CBC British Columbia – June 18, 2013


An open house will be held in West Vancouver Tuesday night, to allow residents to have their say on three new cell towers proposed for their community.

Telecommunications giant, Rogers Communications brought their plan to build the innovative towers forward to improve coverage in the area.

Early designs show the towers are not large and spread out but tall, skinny box like structures about 36 metres tall, with the equipment on the inside.

Architect Vance Harris with the design company Dialog said the sites are under review along the Highway One corridor, but the towers will have a unique design to suit the community.

“Obviously people are always concerned when something is going up within eyesight of their homes or their neighbourhood and really that’s something we’ve always been aware of and why so much effort has been placed to make these really a cut above the typical installation,” he said.

Harris said there will also be material at the open house tonight to address health concerns over the towers and past community input led to the new design.

“It’s meant to be just a new take on how this type of expanding infrastructure is dealt with in a more sensitive way,” he said.

“The bandwidth required to serve all of those users streaming live video and the like is just not there. We’re certainly not gilding the lily just for one jurisdiction.”

The open house takes place Tuesday night at 5 p.m. PT at St. David’s Church in West Vancouver.


Three ‘innovative’ cell towers proposed for West Van


by Michaela Garstin – North Shore Outlook – June 12, 2013

Photo illustration of proposed cell tower along the Upper Levels.

Rogers, DIALOG

By Michaela Garstin – North Shore Outlook

Published: June 12, 2013 10:00 AM

Updated: June 14, 2013 11:33 AM

Many of us have dealt with spotty cellphone service on the North Shore, particularly closer to the mountains.

And reception will get worse, says Rogers, as houses are built at higher elevation and an increasing amount of data is consumed. That is unless more towers are built.

The mobile service provider is proposing three new towers for West Vancouver along the Upper Levels Highway.

They will be around 36 metres high so signals can reach above the district’s many tall trees.

“There are thousands of households on the North Shore that don’t have reliable service,” said Marc Draper, Rogers’s manager of radio engineering. Cars were recently sent around West Van to collect “drive data” to determine where coverage needs improving.

“West Vancouver is unique. It’s extremely hilly and a large growth of trees can completely obstruct service,” said Draper, adding rooftop antennae aren’t an option because they are too low to reach hard-to-get areas.

Rogers hired Dialog, a Vancouver-based architect firm, to design the towers which won’t have any visible antennae.

“This is the first time we know of in Canada that a design architect firm has been used to design a cellphone tower,” Rogers’s senior consultant Cindy Grauer told The Outlook.
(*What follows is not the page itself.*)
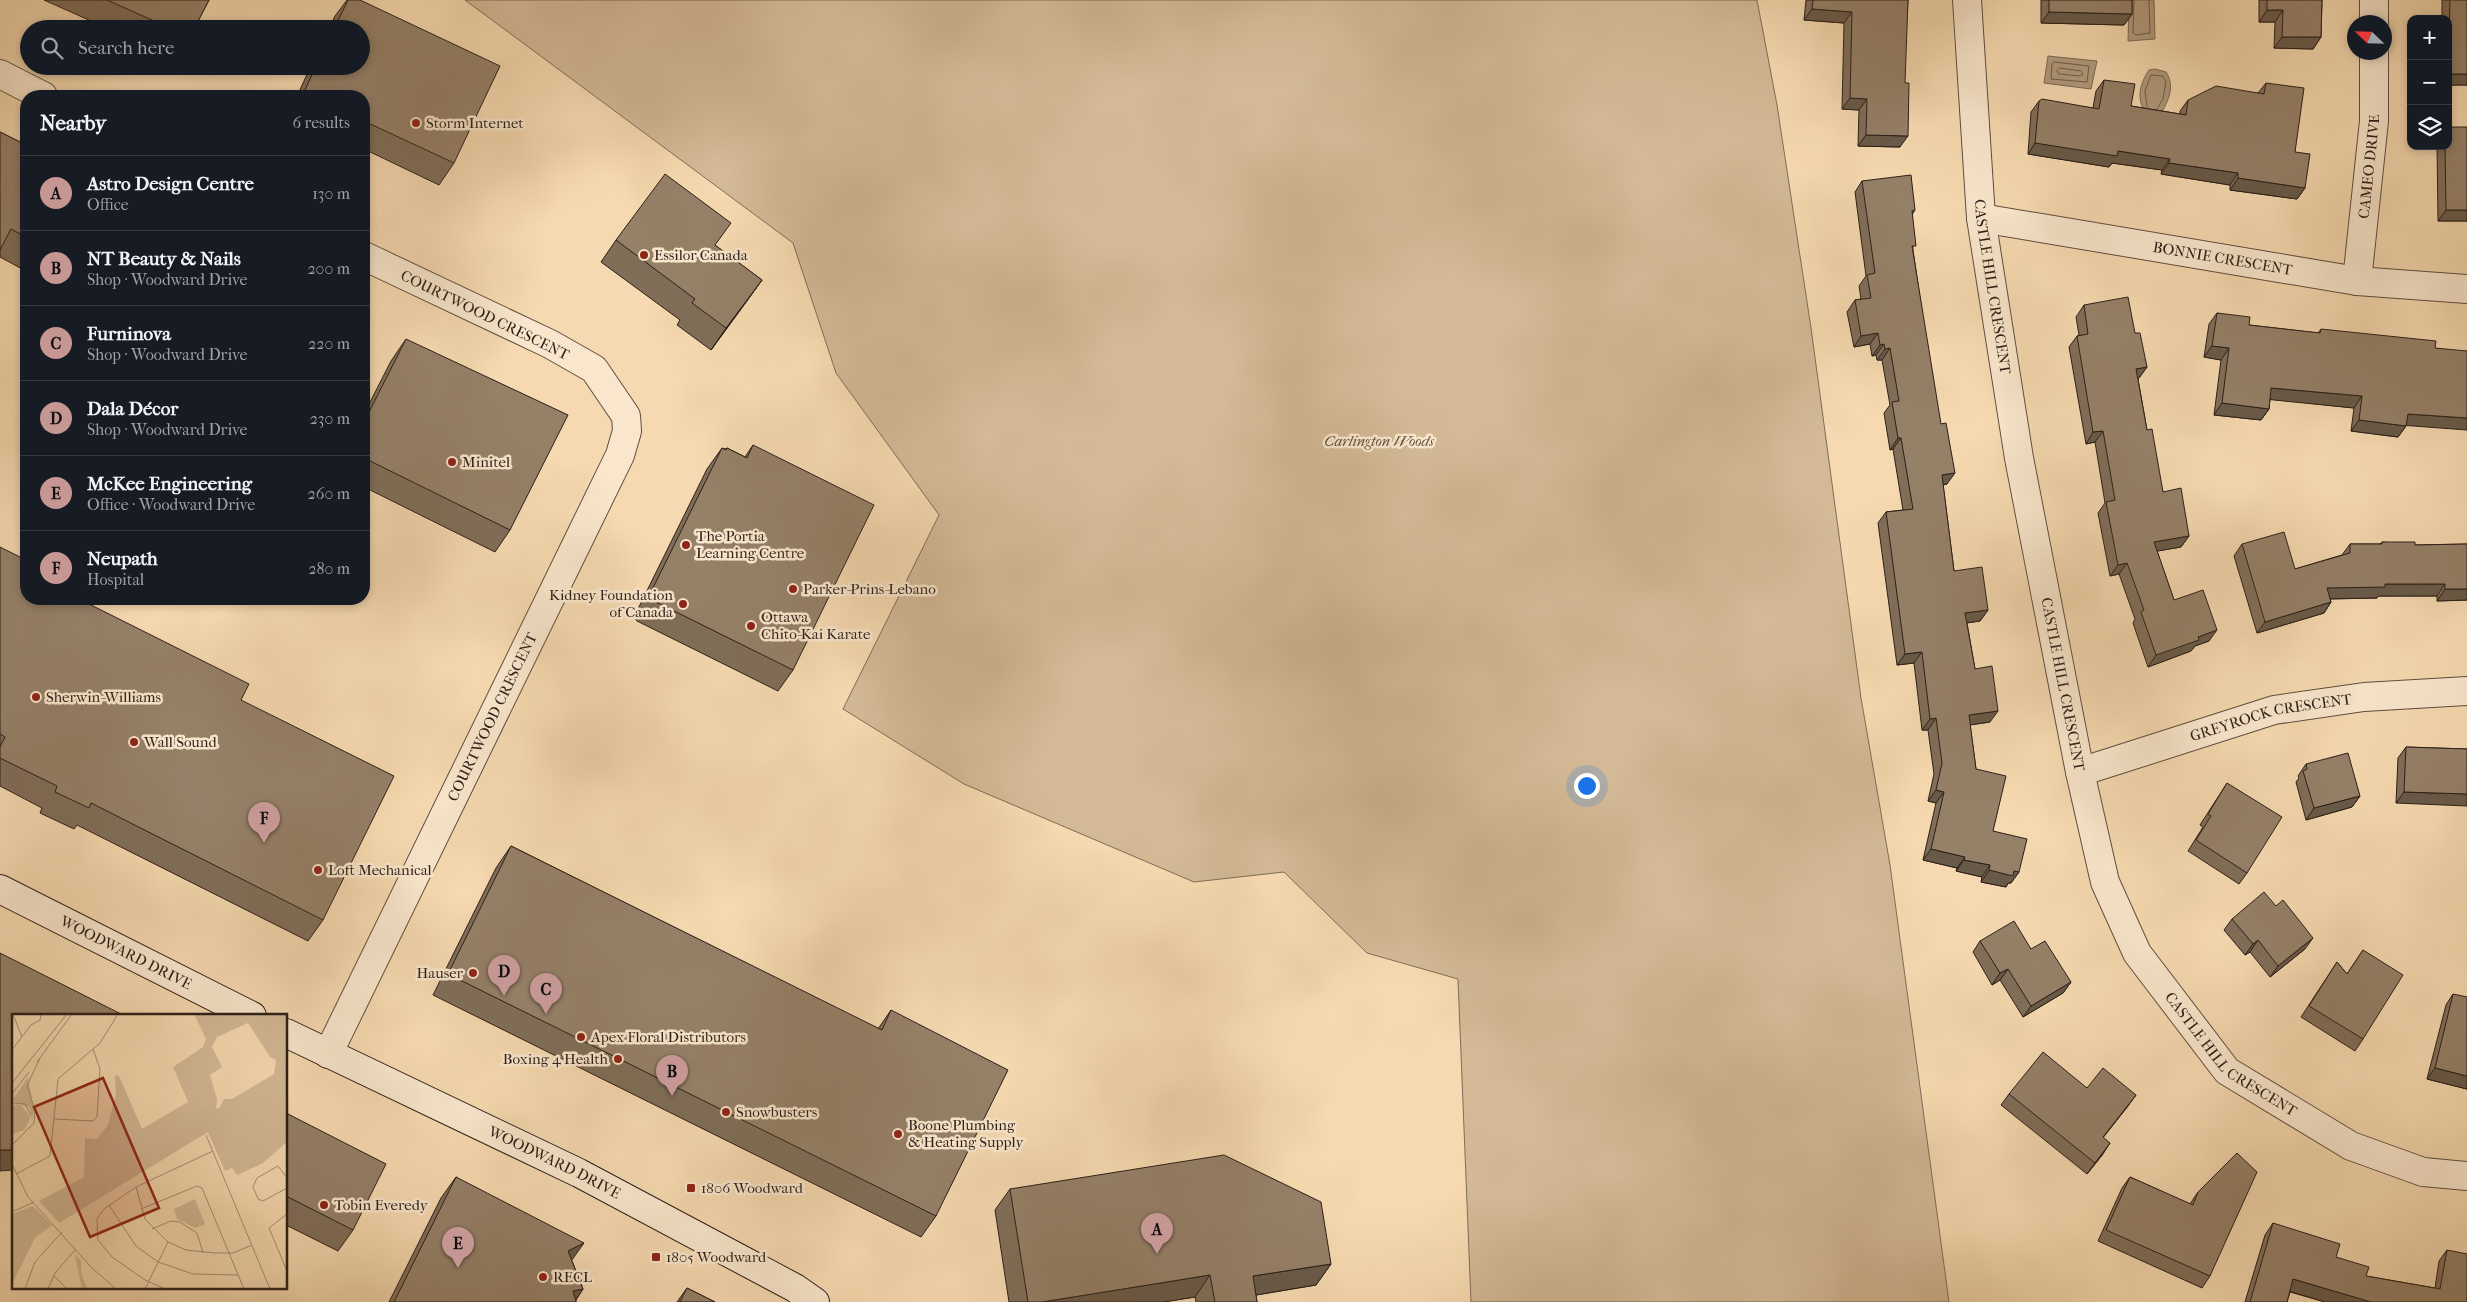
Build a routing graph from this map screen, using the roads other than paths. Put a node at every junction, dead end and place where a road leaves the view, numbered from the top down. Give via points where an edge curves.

But some residents have objected to more cellphone infrastructure in West Van. Citing health and aesthetic reasons, such as obstructed views, they say “too bad” to people who want more coverage or faster download speeds.

But Dialog architect Bruce Haden says the towers are designed to look the best they can while still providing proper service.

“Go on Google, and there are not a lot of examples of good looking cellphone towers,” he said, adding the ones proposed for West Van are a new innovation.

“There is a strong possibility that they can be interesting. Look at what they do with lamp posts now,” he said. “It’s a new form of industrial design.”

Graphics and different colours can be added to the towers, along with the possibility of lights to create a kind of public art.

Following guidelines of not building more towers than necessary, these can accommodate up to three companies, including Telus which has expressed interest in the project.

“We consume 100 times more data than we did five or 10 years ago,” said Draper, adding smartphones and tablets are the main culprits. “And we’re going to keep consuming more and more.”

Rogers isn’t the only service provider trying to provide North Shore residents with better coverage.

This year Telus invested $5.5 million in North Vancouver and $2 million in West Van partly to expand its wireless technology. Since 2009, the company has spent $28.5 million on technology and infrastructure on the North Shore.

The district’s Wireless Communication Facility Policy recommends towers shouldn’t be placed in residential neighbourhoods, with the best areas being the undeveloped Upper Lands or along the Upper Levels highway.

While the District of West Vancouver doesn’t have the ultimate say on whether the towers go in because the Upper Levels Highway is under the Ministry of Transportation, Grauer said Rogers wants to work with residents to find a tower design they like.

It isn’t known yet, however, whether all residents can be convinced.

Public open houses take place on June 13 and 18 from 5 to 7:30 p.m. at St. David’s Church, 1525 Taylor Way.